- Your task:
Each line of the records below that holds "Manchester" should be copied out.

[Records drawn from a dataset]
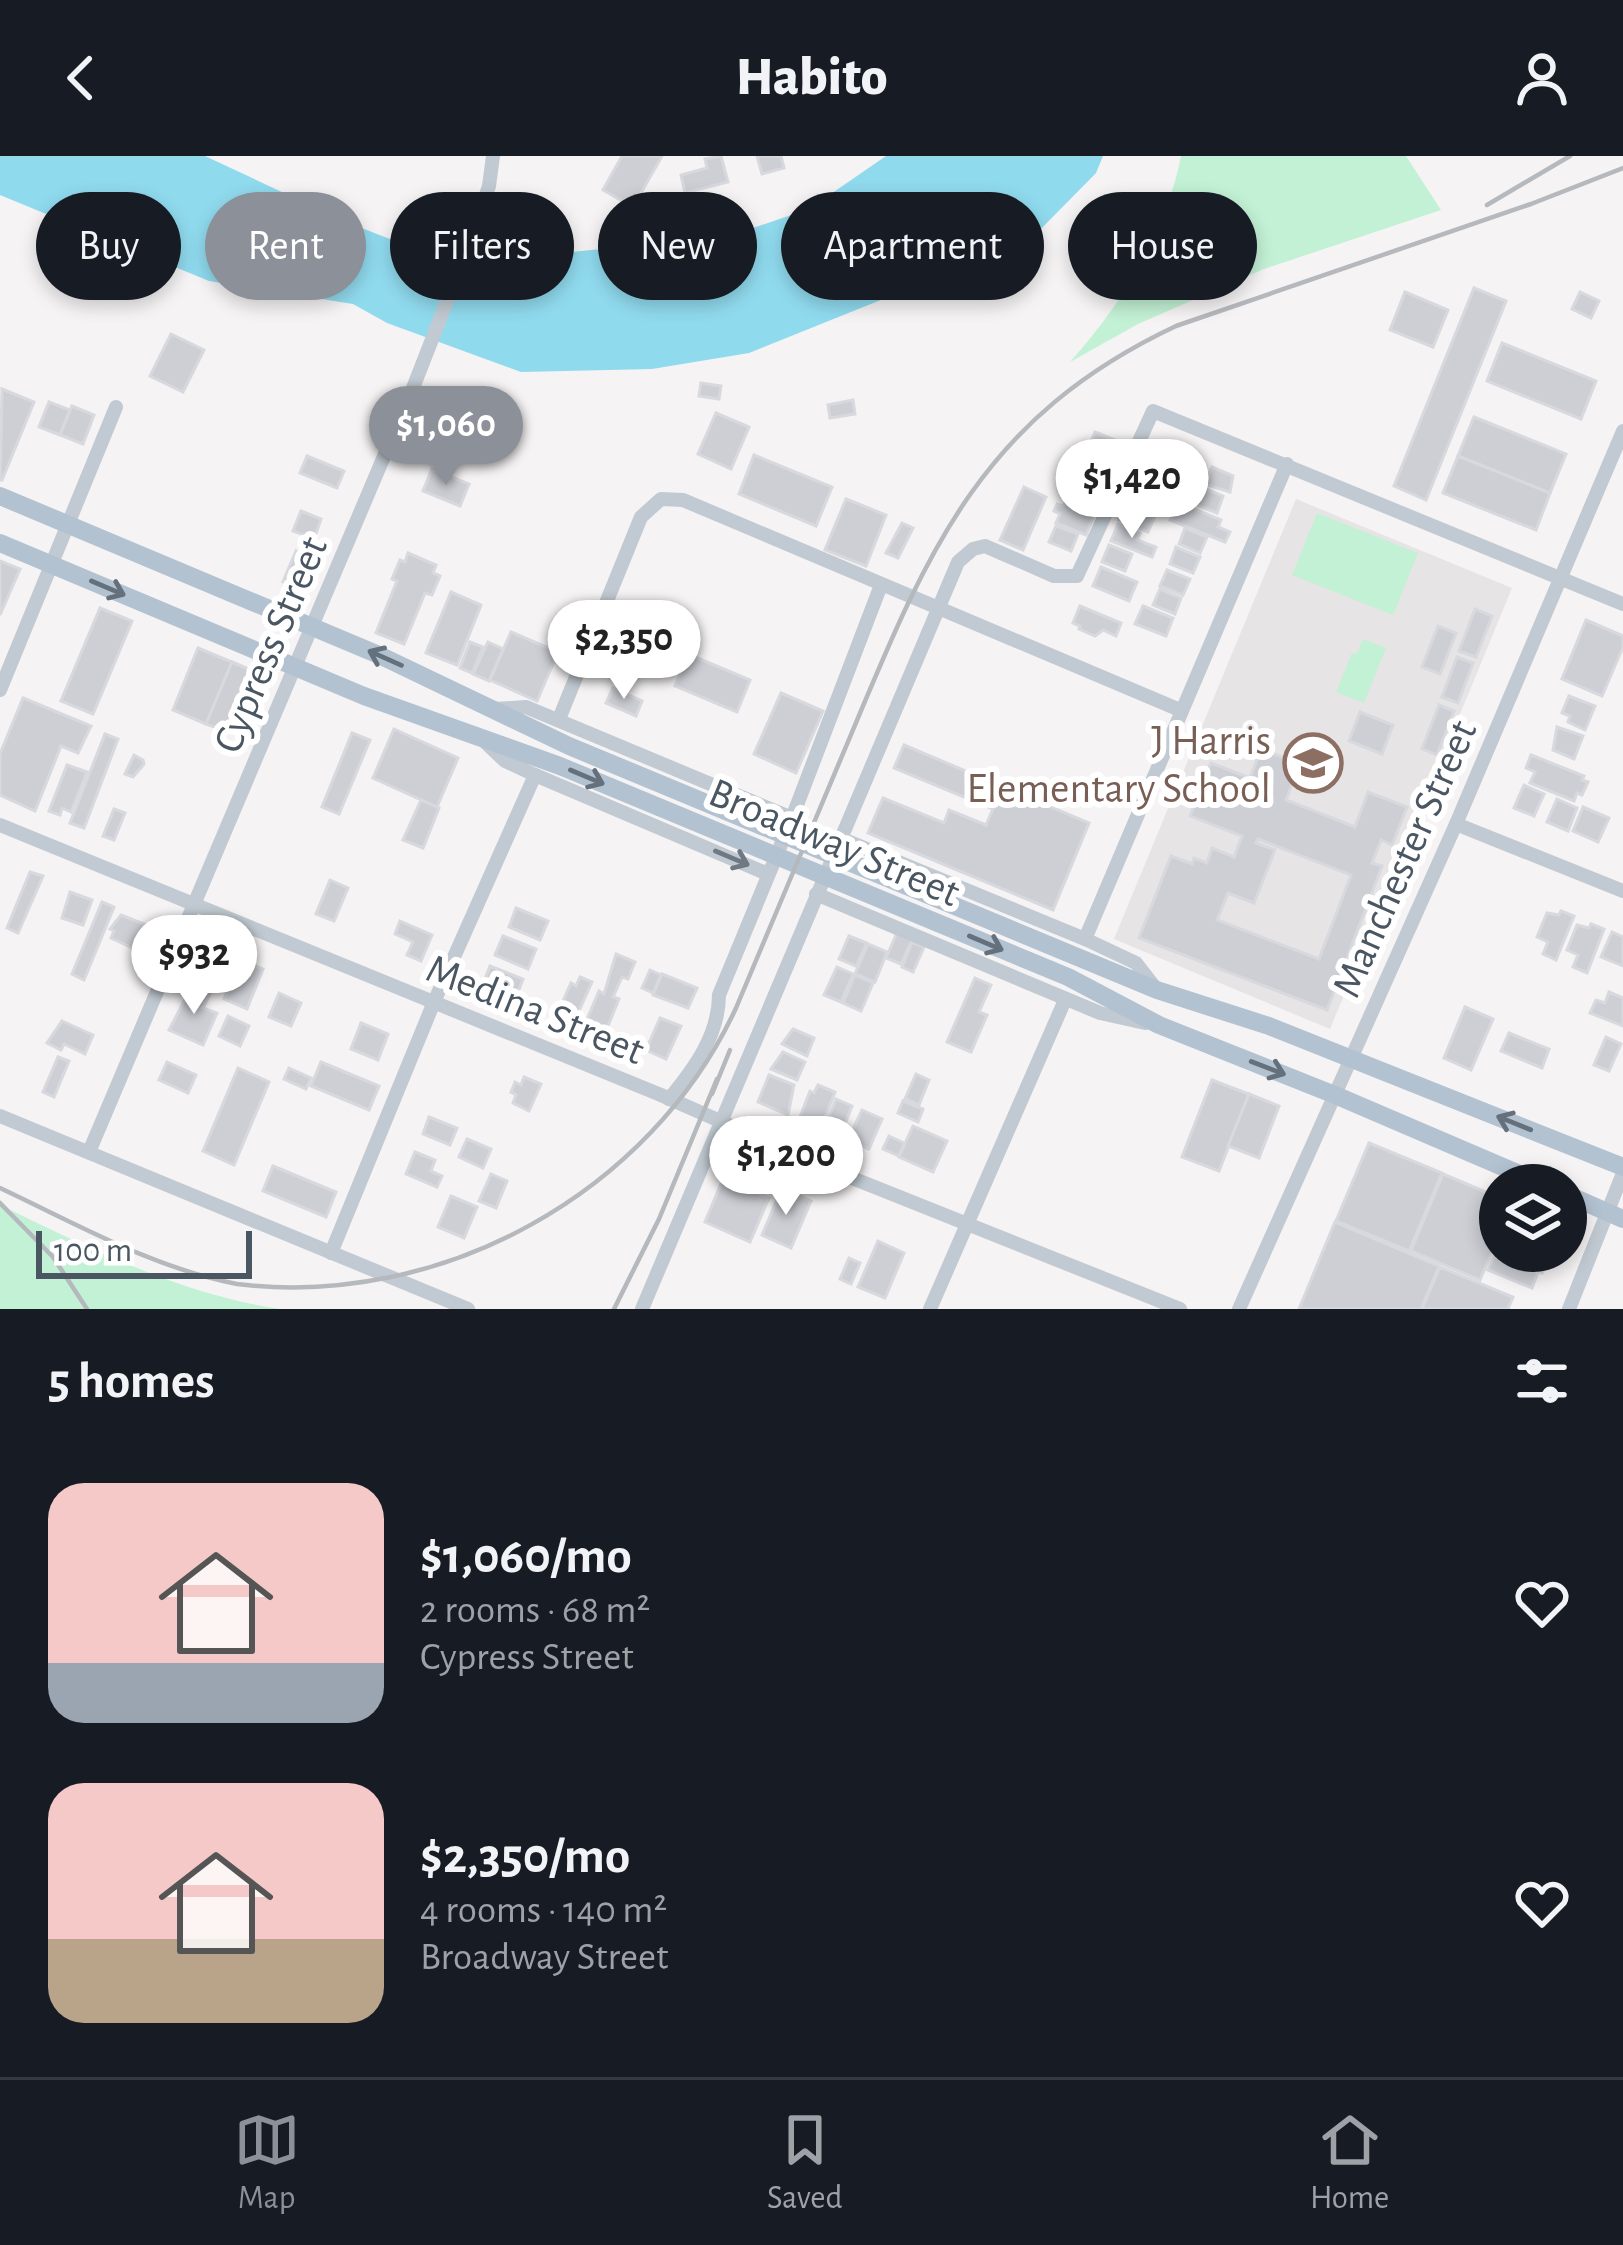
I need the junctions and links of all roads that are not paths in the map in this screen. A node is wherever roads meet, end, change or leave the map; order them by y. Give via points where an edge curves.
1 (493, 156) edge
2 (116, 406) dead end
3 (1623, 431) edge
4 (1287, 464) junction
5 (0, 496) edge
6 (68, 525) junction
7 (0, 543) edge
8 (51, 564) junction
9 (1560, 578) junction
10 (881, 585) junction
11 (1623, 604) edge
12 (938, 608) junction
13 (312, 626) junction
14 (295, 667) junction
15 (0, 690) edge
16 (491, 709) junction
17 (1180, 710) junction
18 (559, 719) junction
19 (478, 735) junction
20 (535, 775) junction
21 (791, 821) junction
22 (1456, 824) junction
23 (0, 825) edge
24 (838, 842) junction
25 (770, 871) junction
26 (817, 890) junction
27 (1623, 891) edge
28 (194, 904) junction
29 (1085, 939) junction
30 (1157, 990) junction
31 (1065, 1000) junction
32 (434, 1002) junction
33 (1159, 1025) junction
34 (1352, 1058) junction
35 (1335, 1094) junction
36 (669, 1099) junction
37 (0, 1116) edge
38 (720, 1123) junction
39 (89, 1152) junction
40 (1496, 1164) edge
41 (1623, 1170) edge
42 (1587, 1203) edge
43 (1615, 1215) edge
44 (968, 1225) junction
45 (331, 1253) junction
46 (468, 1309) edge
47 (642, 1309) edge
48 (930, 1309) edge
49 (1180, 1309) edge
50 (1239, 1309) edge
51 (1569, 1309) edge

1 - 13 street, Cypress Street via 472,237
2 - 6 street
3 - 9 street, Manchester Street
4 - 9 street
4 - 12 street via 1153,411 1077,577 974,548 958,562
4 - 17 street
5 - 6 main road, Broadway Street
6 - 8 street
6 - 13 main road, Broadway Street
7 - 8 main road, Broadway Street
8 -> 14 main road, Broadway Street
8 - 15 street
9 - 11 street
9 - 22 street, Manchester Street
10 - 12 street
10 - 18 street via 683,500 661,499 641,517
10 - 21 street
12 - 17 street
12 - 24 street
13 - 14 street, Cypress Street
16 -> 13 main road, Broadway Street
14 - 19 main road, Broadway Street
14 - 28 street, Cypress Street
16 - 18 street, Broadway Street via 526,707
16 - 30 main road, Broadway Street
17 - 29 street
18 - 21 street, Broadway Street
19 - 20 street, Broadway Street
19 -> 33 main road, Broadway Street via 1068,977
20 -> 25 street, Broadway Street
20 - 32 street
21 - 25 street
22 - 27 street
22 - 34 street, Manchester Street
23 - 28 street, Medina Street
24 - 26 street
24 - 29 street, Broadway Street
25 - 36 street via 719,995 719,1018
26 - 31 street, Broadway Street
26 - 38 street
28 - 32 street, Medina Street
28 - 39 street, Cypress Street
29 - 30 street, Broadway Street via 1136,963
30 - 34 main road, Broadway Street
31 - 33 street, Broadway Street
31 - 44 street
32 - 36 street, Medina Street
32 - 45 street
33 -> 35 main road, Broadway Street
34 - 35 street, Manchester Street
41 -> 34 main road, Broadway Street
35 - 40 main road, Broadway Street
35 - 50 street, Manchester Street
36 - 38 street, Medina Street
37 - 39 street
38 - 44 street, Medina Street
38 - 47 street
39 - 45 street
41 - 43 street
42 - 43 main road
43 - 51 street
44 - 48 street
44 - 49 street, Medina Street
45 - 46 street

- Result of the task:
3 - 9 street, Manchester Street
9 - 22 street, Manchester Street
22 - 34 street, Manchester Street
34 - 35 street, Manchester Street
35 - 50 street, Manchester Street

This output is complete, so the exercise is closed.